| Exercise requirements |
Find the lines of data that contain the string "Herlihys", then list them.

(Dataset excerpts)
_ _ _

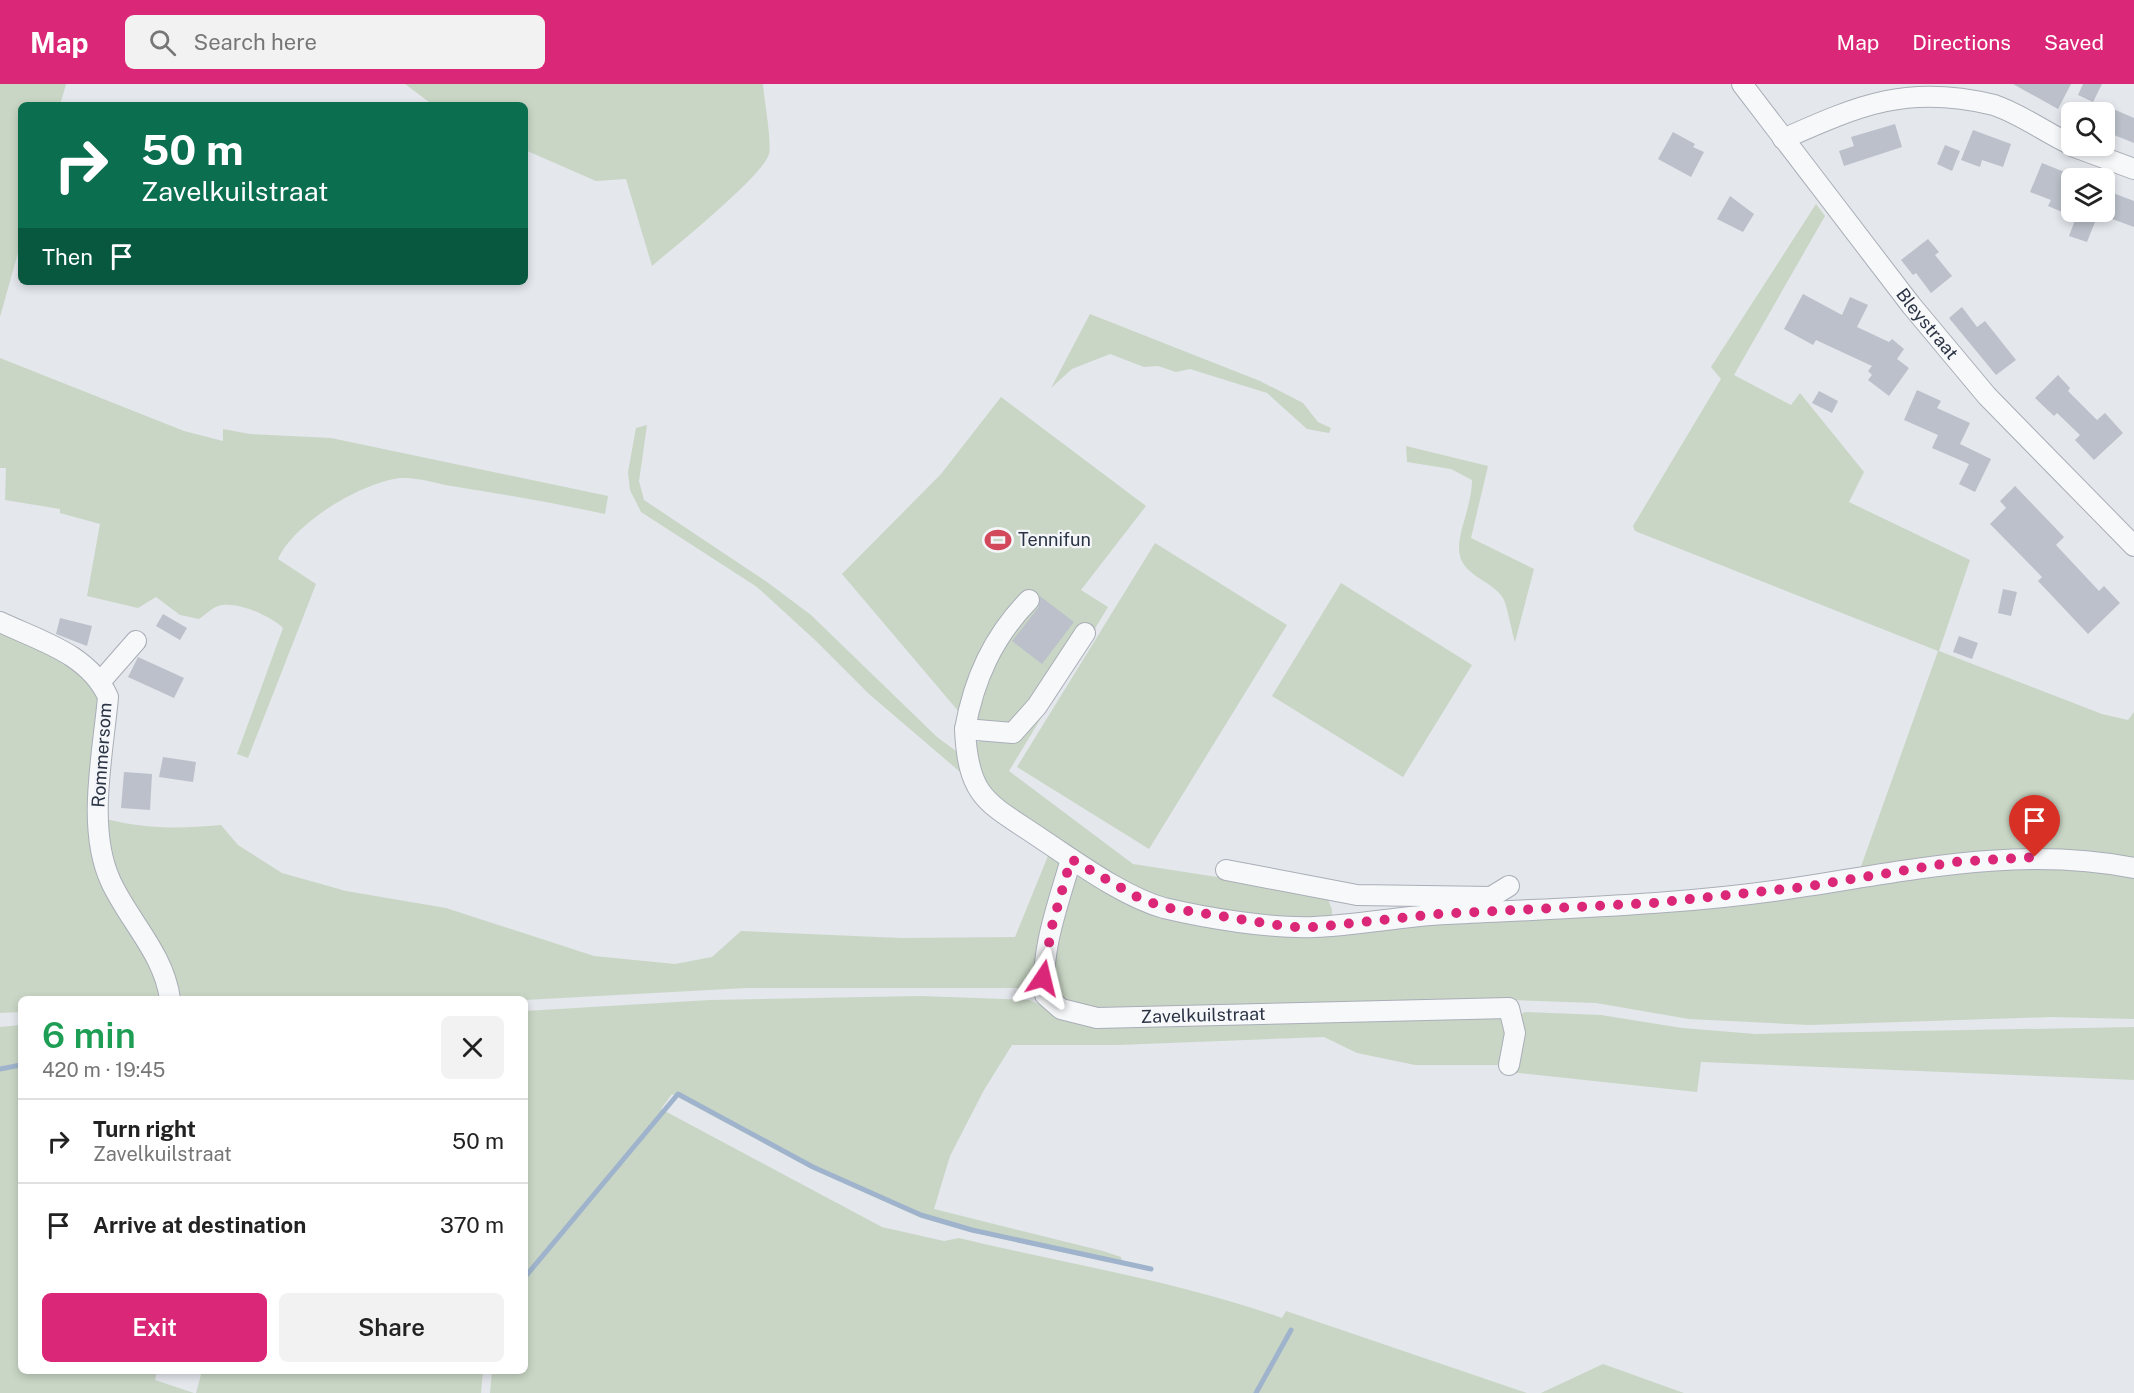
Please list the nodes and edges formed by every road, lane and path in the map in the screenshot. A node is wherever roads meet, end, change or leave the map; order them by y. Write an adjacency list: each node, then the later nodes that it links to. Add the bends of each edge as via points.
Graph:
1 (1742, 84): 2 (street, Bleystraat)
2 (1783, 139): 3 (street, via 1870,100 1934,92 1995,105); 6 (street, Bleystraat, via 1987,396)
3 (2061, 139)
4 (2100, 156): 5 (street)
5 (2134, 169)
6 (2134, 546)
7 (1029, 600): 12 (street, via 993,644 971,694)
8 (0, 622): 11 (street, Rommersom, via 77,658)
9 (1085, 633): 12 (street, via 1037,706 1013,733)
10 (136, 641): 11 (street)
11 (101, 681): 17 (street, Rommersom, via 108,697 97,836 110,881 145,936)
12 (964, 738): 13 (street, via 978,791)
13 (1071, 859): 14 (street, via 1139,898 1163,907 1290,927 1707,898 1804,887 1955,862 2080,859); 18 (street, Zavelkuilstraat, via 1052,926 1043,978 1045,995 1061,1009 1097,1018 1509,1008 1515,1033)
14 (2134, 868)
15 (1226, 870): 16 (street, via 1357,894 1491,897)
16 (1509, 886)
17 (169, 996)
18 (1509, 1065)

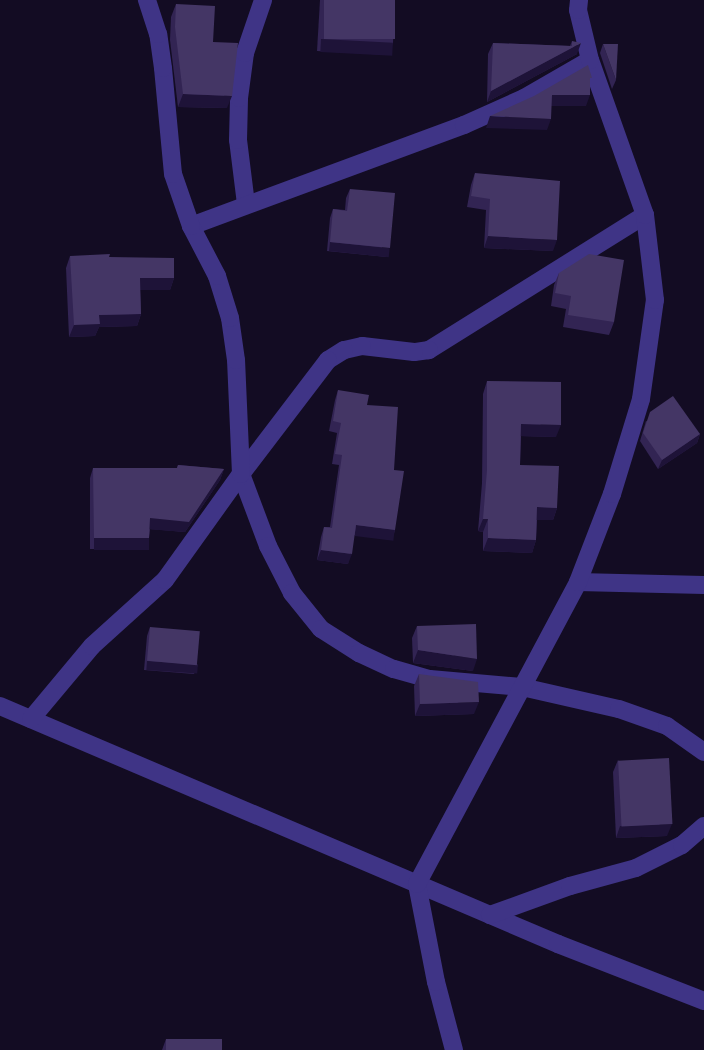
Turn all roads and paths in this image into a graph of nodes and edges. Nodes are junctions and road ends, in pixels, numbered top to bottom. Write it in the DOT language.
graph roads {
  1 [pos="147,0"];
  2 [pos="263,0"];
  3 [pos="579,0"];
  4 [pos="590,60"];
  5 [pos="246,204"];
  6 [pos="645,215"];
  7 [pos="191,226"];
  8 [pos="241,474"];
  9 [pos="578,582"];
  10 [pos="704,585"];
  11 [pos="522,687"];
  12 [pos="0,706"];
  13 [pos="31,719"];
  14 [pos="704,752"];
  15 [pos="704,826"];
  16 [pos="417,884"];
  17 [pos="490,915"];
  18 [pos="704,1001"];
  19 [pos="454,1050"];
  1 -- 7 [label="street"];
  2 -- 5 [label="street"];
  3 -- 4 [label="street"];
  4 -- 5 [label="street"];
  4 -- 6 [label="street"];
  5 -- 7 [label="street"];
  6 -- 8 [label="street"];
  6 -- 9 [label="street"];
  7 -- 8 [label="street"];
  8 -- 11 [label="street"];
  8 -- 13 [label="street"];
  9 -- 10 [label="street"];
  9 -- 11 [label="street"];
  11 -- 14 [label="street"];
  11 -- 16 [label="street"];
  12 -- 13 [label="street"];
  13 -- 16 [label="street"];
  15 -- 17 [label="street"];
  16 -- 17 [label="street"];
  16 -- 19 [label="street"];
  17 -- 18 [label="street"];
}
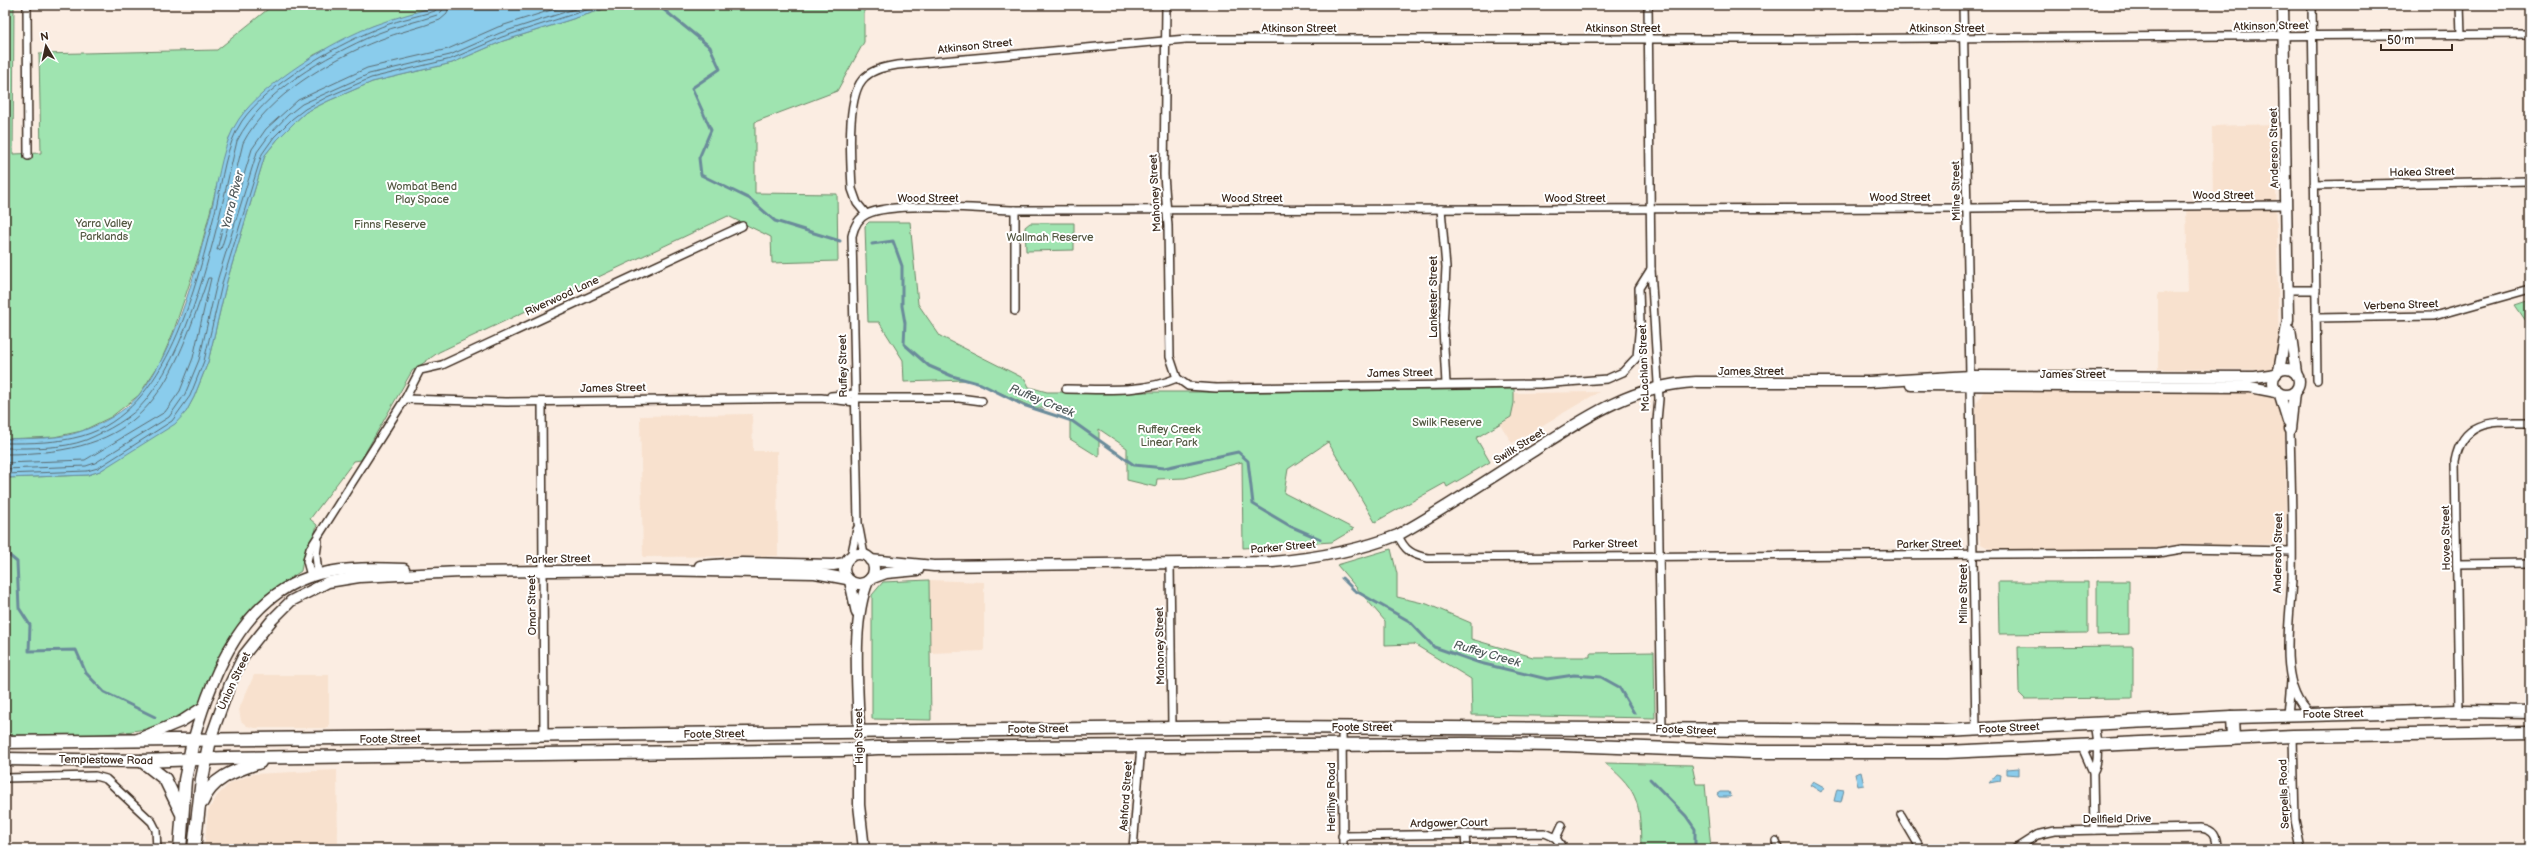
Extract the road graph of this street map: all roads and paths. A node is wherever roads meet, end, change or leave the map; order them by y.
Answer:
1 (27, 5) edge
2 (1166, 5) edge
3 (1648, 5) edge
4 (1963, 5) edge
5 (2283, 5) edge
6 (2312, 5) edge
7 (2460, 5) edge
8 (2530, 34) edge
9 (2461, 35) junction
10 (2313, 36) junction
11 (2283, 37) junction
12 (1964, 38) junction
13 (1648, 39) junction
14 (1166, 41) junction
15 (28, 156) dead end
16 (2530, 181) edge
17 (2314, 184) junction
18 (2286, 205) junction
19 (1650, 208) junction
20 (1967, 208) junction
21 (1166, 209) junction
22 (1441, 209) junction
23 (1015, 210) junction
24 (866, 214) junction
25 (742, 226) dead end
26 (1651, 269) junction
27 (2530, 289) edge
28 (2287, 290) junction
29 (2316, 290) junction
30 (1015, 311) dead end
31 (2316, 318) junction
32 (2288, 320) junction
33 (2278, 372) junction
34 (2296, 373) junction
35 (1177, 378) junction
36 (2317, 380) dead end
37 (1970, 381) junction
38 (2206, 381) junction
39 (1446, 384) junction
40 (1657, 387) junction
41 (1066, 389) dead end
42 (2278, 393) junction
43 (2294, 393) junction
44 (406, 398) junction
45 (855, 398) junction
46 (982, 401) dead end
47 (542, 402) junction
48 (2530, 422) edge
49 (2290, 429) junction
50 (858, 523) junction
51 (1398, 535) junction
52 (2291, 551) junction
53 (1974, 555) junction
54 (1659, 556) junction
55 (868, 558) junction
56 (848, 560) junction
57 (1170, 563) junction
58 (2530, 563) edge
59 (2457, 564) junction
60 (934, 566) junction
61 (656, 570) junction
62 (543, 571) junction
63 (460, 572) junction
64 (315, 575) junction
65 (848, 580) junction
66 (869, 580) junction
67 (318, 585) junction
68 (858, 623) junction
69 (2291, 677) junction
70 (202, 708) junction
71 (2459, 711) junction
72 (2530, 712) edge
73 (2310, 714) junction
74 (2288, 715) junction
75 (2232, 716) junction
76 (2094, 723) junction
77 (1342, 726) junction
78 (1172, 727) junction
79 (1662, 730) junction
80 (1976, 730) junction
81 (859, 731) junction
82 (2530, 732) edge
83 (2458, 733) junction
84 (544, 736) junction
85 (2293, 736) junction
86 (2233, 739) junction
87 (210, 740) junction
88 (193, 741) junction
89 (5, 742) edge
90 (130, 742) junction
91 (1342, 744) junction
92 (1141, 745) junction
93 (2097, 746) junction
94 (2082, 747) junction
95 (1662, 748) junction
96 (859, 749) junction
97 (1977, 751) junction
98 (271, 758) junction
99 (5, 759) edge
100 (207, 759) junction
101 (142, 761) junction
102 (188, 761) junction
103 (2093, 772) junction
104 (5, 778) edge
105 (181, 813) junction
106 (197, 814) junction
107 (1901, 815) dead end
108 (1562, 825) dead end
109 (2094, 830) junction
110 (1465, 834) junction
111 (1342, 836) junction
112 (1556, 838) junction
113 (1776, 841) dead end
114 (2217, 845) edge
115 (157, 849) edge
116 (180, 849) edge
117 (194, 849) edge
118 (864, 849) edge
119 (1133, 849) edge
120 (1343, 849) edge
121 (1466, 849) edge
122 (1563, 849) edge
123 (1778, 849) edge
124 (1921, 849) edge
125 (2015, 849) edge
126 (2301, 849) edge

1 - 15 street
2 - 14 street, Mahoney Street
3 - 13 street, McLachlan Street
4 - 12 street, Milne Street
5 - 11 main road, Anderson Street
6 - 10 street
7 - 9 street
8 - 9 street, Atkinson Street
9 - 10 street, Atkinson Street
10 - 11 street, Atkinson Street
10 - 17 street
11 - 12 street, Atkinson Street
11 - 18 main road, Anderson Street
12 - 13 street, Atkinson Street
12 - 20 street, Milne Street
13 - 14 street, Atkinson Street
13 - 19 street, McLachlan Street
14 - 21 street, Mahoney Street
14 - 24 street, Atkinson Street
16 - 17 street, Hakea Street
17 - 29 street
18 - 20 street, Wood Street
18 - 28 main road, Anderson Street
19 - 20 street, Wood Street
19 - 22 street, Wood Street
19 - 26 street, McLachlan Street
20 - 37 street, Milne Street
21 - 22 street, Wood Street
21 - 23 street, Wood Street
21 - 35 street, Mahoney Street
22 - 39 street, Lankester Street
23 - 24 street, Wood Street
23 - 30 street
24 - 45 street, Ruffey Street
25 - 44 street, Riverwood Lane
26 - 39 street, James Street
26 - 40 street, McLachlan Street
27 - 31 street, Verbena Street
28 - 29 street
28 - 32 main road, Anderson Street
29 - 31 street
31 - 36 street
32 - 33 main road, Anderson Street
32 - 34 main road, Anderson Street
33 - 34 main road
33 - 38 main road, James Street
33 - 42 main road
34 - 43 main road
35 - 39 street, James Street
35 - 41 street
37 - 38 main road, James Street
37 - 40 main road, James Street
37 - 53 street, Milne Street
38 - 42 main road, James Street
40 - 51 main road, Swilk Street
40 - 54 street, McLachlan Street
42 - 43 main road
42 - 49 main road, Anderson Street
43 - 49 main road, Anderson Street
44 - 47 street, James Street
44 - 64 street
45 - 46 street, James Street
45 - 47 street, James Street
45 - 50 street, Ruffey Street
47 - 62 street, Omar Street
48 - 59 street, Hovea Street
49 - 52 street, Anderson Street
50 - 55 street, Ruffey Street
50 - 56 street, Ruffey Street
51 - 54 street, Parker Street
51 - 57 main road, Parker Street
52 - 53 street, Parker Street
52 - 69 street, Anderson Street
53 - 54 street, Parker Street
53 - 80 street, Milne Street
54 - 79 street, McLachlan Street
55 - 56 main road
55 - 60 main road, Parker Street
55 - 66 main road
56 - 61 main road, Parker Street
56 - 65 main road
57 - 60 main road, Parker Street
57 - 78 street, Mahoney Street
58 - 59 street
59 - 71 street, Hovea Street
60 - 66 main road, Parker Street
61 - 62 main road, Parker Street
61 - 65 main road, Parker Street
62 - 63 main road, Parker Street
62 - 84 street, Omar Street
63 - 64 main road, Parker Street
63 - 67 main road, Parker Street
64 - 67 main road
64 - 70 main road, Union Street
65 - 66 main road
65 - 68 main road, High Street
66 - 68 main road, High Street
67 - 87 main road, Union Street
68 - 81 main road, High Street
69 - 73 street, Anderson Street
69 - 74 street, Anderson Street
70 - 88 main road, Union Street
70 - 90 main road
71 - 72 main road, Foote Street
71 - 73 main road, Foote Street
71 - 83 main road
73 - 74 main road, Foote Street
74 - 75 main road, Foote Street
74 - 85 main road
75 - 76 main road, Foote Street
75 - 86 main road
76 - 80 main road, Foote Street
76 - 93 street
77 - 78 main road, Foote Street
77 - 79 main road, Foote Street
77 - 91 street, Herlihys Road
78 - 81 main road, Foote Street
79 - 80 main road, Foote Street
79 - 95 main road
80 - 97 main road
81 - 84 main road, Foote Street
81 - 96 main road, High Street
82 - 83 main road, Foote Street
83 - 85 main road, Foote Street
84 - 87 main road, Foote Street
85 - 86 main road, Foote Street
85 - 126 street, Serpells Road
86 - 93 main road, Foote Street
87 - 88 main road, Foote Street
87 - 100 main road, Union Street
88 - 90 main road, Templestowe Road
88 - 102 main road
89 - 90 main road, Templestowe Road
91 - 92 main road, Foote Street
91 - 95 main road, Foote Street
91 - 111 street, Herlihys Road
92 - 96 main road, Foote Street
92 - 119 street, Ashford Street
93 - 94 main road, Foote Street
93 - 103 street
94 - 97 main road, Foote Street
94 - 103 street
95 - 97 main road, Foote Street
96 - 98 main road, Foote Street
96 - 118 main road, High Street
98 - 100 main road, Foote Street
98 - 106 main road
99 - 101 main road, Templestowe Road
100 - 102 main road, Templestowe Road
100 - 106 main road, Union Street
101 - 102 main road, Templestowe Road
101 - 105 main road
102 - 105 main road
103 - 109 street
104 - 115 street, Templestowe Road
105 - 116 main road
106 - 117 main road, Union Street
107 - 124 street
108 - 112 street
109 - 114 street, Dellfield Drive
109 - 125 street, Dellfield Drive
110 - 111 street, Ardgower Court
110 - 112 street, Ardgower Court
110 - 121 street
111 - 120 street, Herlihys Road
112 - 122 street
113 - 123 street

_ _ _

| Response box |
77 - 91 street, Herlihys Road
91 - 111 street, Herlihys Road
111 - 120 street, Herlihys Road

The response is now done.